Moreover, Americans really did not want to hear something we warned about from the very outset, that Greece was unlikely to prevail unless they got the support of other influential players, either the US or the European left. But in February, the Obama Administration signaled that it was leaning toward the lenders, and it made it even more clear over time that its position was that Greece needed to bend, not the other way around. On top of this, the European left is weak and was missing in action while Syriza's fight was on. The media took up fantasies about Russia riding to Syriza's rescue, but Putin is too crafty to take on a mess like this. If there were anything to be gained, he knew he could get it cheaper later, with far less geopolitical hassle as conditions in Greece worsen (which they will under continued austerity). 

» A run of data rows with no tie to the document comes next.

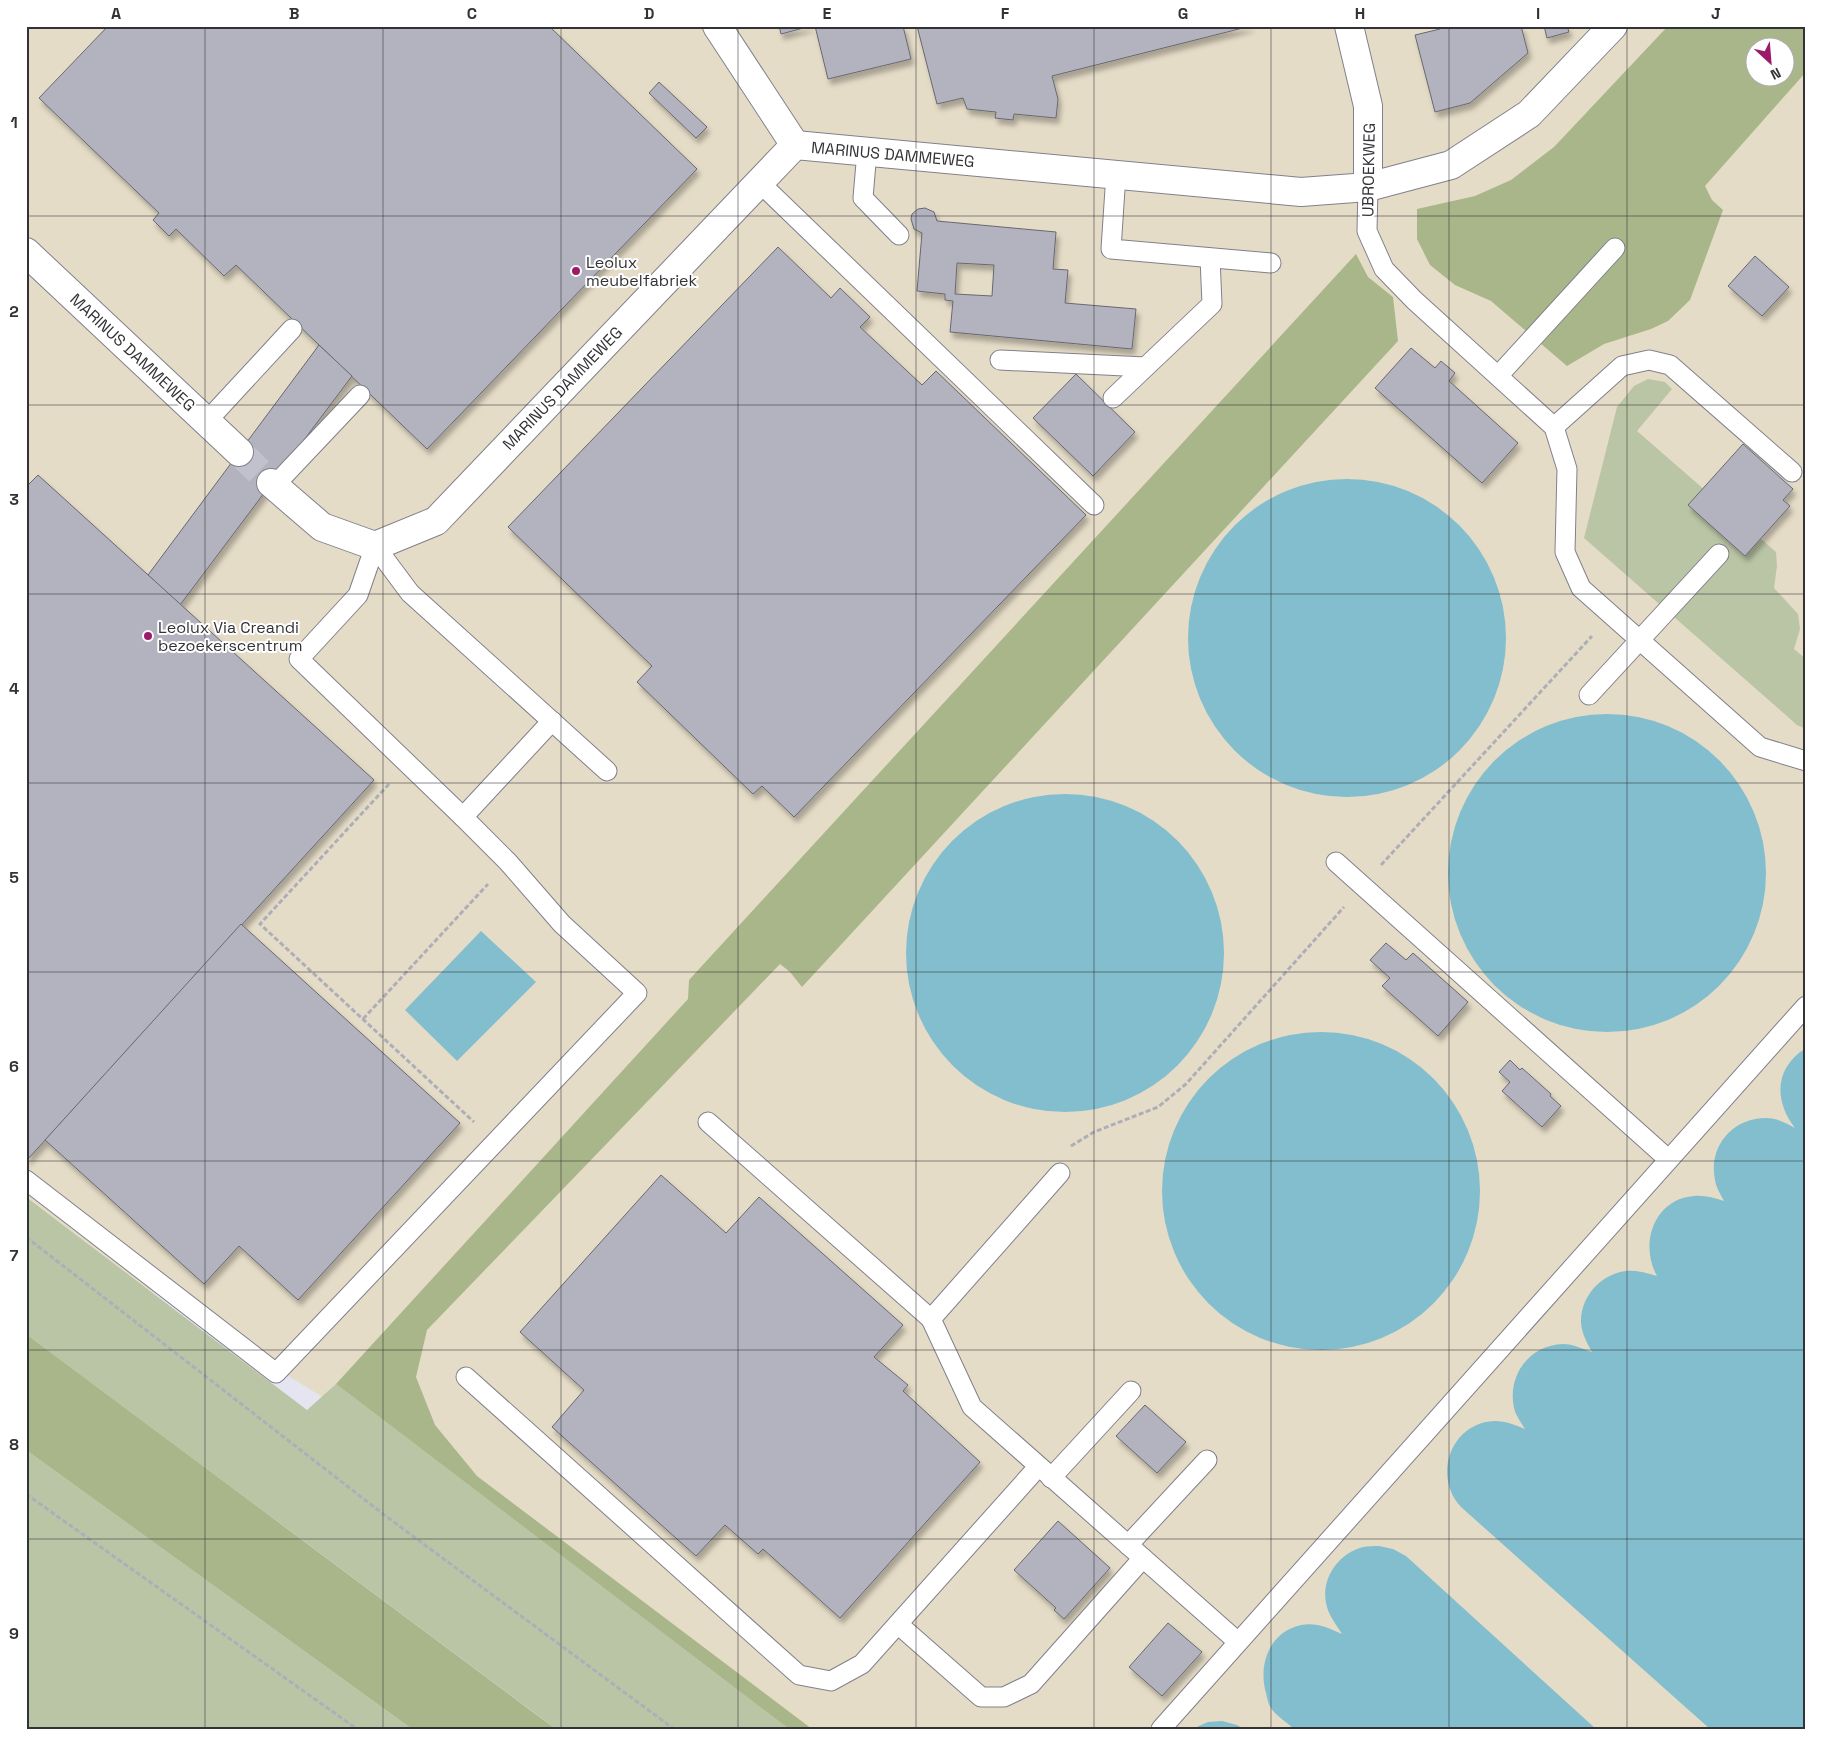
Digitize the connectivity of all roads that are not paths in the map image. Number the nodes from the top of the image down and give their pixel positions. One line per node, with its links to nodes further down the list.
1 (717, 26): 4 (street)
2 (1349, 26): 8 (street, UBROEKWEG)
3 (1613, 26): 8 (street, MARINUS DAMMEWEG)
4 (796, 145): 5 (street, MARINUS DAMMEWEG); 7 (street, MARINUS DAMMEWEG)
5 (867, 151): 6 (street, MARINUS DAMMEWEG); 9 (lane)
6 (1116, 174): 8 (street, MARINUS DAMMEWEG); 12 (lane)
7 (759, 182): 25 (lane); 26 (street, MARINUS DAMMEWEG)
8 (1368, 187): 17 (lane, UBROEKWEG)
9 (899, 235)
10 (1615, 248): 17 (lane)
11 (26, 252): 20 (street, MARINUS DAMMEWEG)
12 (1210, 258): 13 (lane); 16 (lane)
13 (1271, 263)
14 (292, 330): 20 (lane)
15 (1000, 360): 16 (lane)
16 (1145, 367): 19 (lane)
17 (1498, 376): 21 (lane, UBROEKWEG)
18 (360, 395): 24 (lane)
19 (1113, 398)
20 (206, 421): 22 (street, MARINUS DAMMEWEG)
21 (1554, 427): 23 (lane); 28 (lane)
22 (239, 452)
23 (1792, 472)
24 (273, 484): 26 (street)
25 (1094, 505)
26 (375, 546): 30 (lane); 33 (lane)
27 (1719, 554): 28 (lane)
28 (1639, 640): 29 (lane); 31 (lane)
29 (1588, 695)
30 (552, 722): 32 (lane); 33 (lane)
31 (1806, 761)
32 (607, 772)
33 (463, 817): 39 (lane)
34 (1336, 862): 37 (lane)
35 (1806, 1006): 37 (lane)
36 (708, 1122): 40 (lane)
37 (1668, 1159): 48 (lane)
38 (1060, 1173): 40 (lane)
39 (26, 1180)
40 (930, 1319): 44 (lane)
41 (466, 1377): 47 (lane)
42 (1130, 1391): 44 (lane)
43 (1207, 1460): 45 (lane)
44 (1045, 1472): 45 (lane); 47 (lane)
45 (1128, 1545): 46 (lane)
46 (1143, 1558): 47 (lane); 48 (lane)
47 (899, 1625)
48 (1238, 1642): 49 (lane)
49 (1161, 1729)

But my audience was very resistant to hearing the "Greece has only terrible options" message. They've seen too many action movies, read too many novels where the protagonist plays out the Joseph Campbell hero's journey archetype. They projected onto Syriza their desire for someone to take on the austerity bullies, even though Syriza's MPs were largely bourgeois, with a very high representation of academics with no experience in governing. Syriza's efforts were tantamount to a group of grad students armed only with rifles making a frontal attack on a Panzer unit. 

And Syriza wasn't even walking its brave talk. Despite its noisy PR about being anti-austerity, the finance minister Yanis Varoufakis offered in February that Greece would always run a primary surplus. That means one thing: continued austerity. So in the end, all the Greek government was really negotiating was not the end of austerity, despite its pretenses otherwise — but rather, shifting the burden to fall more on the wealthy, and to perhaps alleviate the intensity of austerity somewhat. Those are worthy goals; but they’re not what Syriza campaigned on. And what is tragic is that Syriza should have been able to achieve those limited ends, had Syriza’s leaders been more competent in negotiating, rather than deluding themselves that they had a nuclear weapon in their “threat” to default. 

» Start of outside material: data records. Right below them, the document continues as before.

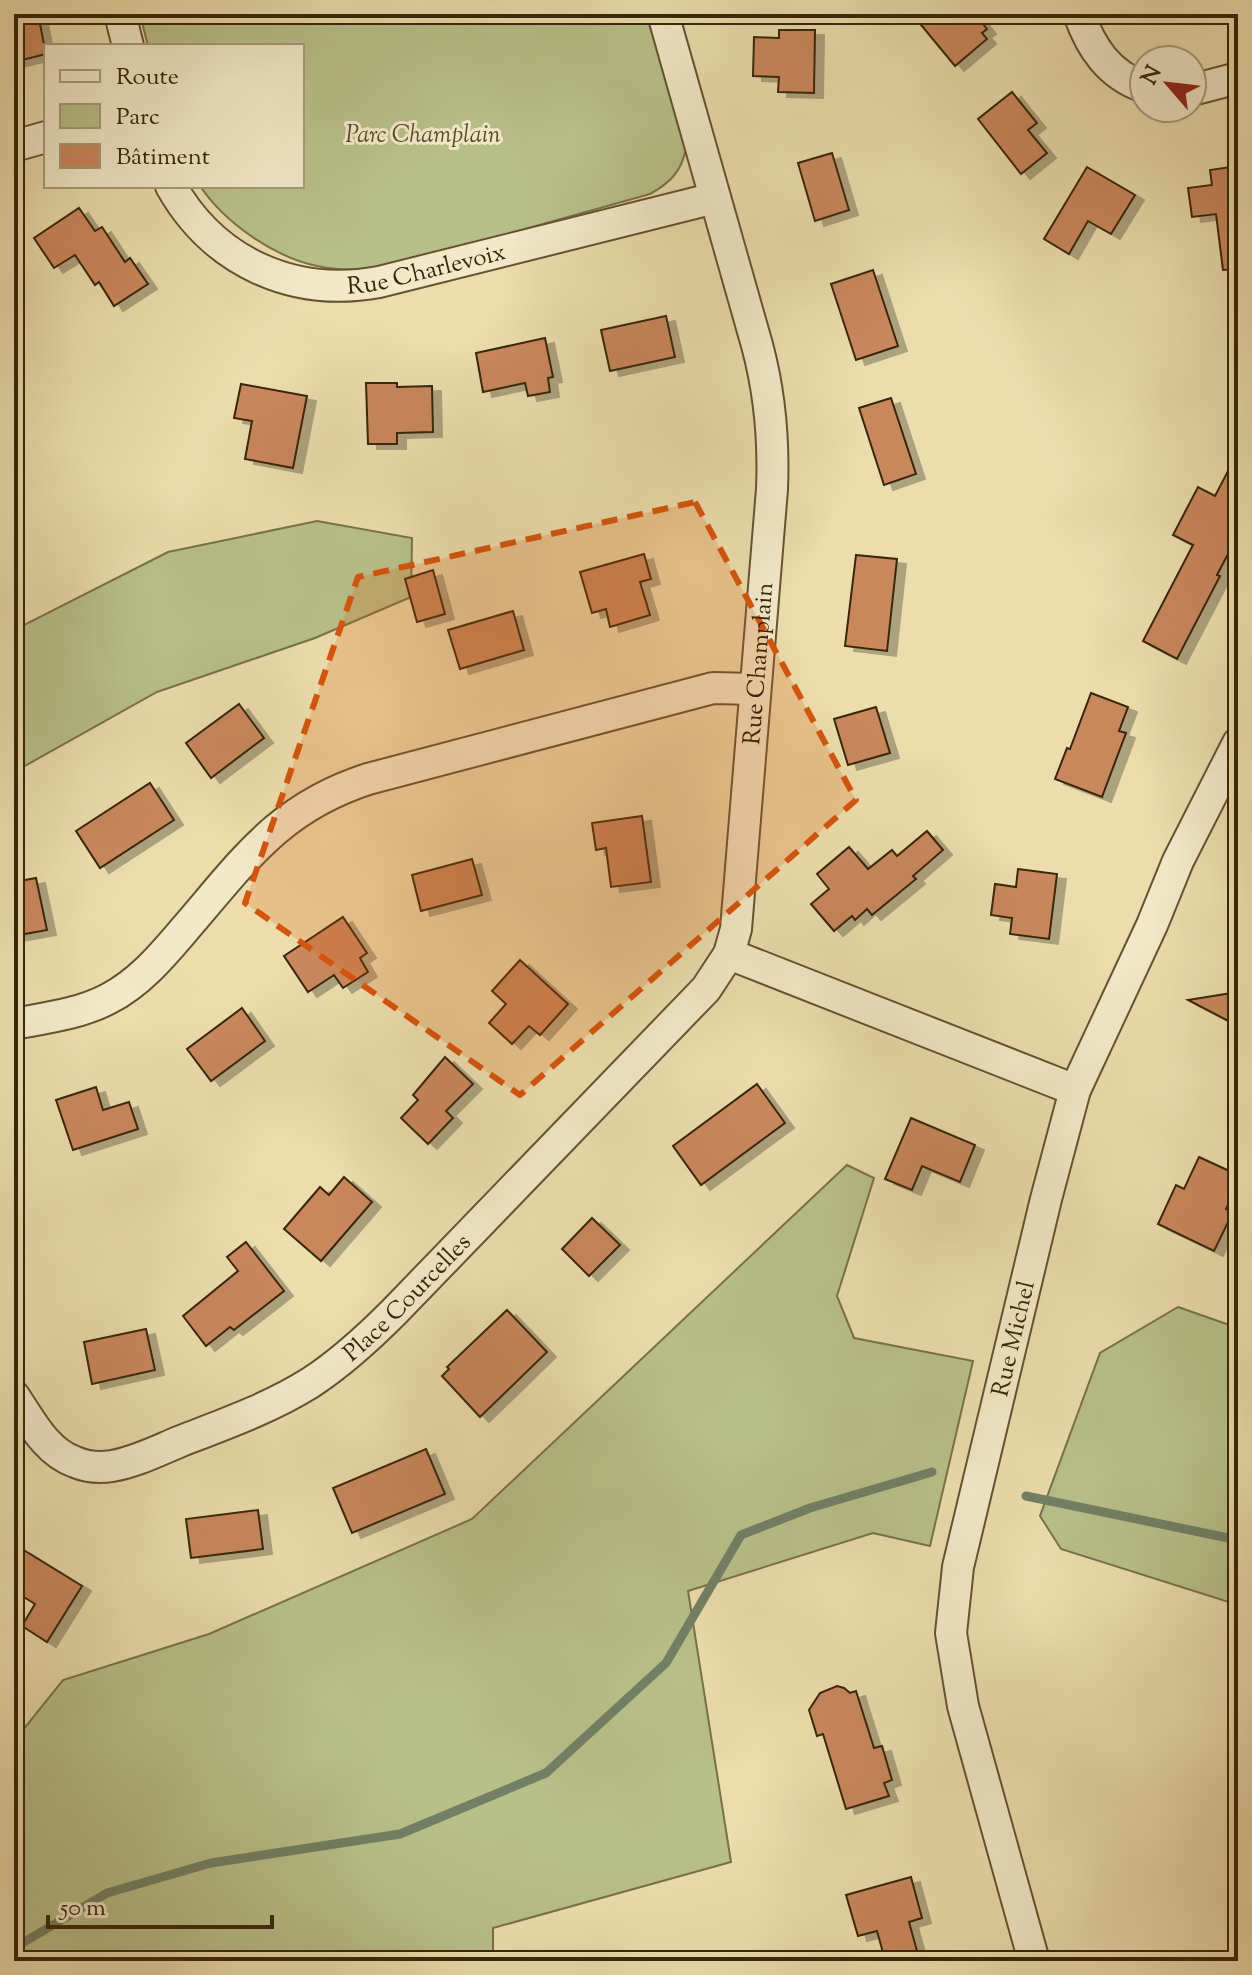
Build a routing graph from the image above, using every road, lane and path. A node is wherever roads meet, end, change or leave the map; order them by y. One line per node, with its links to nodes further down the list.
1 (120, 14): 4 (street)
2 (663, 14): 11 (street, Rue Champlain)
3 (1079, 14): 6 (street)
4 (128, 44)
5 (1238, 78): 7 (street)
6 (1128, 80)
7 (1208, 86)
8 (44, 138): 9 (street)
9 (14, 146)
10 (172, 188): 11 (street, Rue Charlevoix)
11 (715, 198): 12 (street, Rue Champlain)
12 (755, 689): 14 (street, Rue Champlain); 15 (street)
13 (1238, 743): 16 (street, Rue Michel)
14 (729, 954): 16 (street); 17 (street, Place Courcelles)
15 (14, 1024)
16 (1075, 1090): 18 (street, Rue Michel)
17 (14, 1396)
18 (1034, 1961)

Q: How has your coverage of the Greece story affected your blog’s traffic, audience, business? Also, why did you decide to turn off your comments, after all these years? You had probably the most intelligent and well-monitored comments section of any blog, though it was always infested with a certain amount of PR trolls, you made them work at least. What happened?


We've had good gains in traffic, which is the opposite of what you expect to see on the Web as spring goes into summer. Despite the persistent pushback by Syriza fans, we are the only site providing consistent, in-depth analysis on Greece. Although the live blogs at the Guardian and the Telegraph did a great job of compiling the breaking news (and there was a ton of it!), they weren't sorting the signal out from the noise. That where sites like ours come in.

We haven't eliminated comments. We only enable them on our news wraps (our daily Links feature, which launches at 7:00 AM Eastern, and our every-weekday 2:00 PM Water Cooler), on original reporting (we've done a lot on private equity and are starting to dig into IT problems in financial firms, which is an unrecognized systemic risk), and on cross posts when the author requests it. We've been widely recognized as having one of the best comments section among financial blogs. But this is a site run by all of 1.3 people: me, our regular writer and fellow admin Lambert Strether, and some very talented guest writers. The caliber of the comments section was the result of a lot of effort by Lambert and me, both in enforcing standards (as in moderating and blacklisting individuals who do not comply with our written policies) and taking part in the discussions in comments. But that comes at the expense of writing new posts.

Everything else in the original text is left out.